Derek Strange est un détective privé noir, type fatigué qui fait encore le coup de poing, boit trop de bière et fréquente les salons de massage chinois. Il fait équipe avec Terry Quinn, ex-flic blanc, exclu de la police, jeune, agressif et imprévisible, travaillant à mi-temps dans une librairie d’occasion. Tous deux arpentent des quartiers chauds, martyrisent leurs prostituées et font la nique à la police en gardant sur eux des kilos de drogue et des armes interdites. On est loin de la Maison-Blanche et des rues bourgeoises. Ici, les gamins rêvent de ressembler à leurs grands frères proxénètes quand ils ne meurent pas d’une balle de trop.
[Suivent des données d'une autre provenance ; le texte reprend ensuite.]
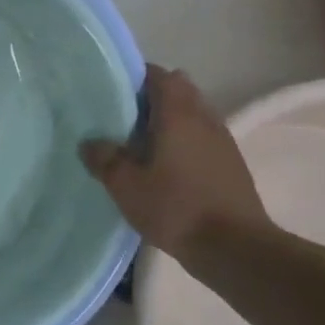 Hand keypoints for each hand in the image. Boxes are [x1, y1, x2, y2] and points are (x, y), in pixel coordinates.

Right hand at [81, 65, 270, 253]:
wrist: (235, 248)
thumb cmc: (176, 207)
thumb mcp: (125, 185)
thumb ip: (104, 158)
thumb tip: (90, 142)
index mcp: (178, 113)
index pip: (159, 75)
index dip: (136, 77)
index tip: (114, 91)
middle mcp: (204, 118)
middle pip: (180, 90)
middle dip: (154, 97)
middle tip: (126, 117)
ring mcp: (223, 140)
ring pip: (194, 114)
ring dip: (172, 120)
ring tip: (144, 143)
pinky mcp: (232, 164)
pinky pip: (204, 137)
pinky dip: (186, 140)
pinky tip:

Strange et Quinn sont sans illusion mais refusent de baisser les bras.
Georges Pelecanos ne raconte pas d’aventures exceptionnelles, il plonge son lecteur dans un quotidien brutal, où la légalité est fluctuante. Ses deux héros n’oublient jamais de se placer du côté des faibles, quitte à faire justice eux-mêmes. Sentimental, le romancier aime aussi les histoires d’amour impossibles et place l’amitié et la solidarité au-dessus de tout.
C’est ce mélange d’émotion et de rudesse, de poésie et de lutte au couteau qui donne à chacun de ses récits une justesse de ton que les chansons de James Brown et de Stevie Wonder viennent ponctuer en version soul…
Comme toujours, Pelecanos brosse le portrait d’une Amérique tourmentée mais son sentimentalisme tendu reprend le dessus, laissant une lueur d’espoir dans un monde pourri.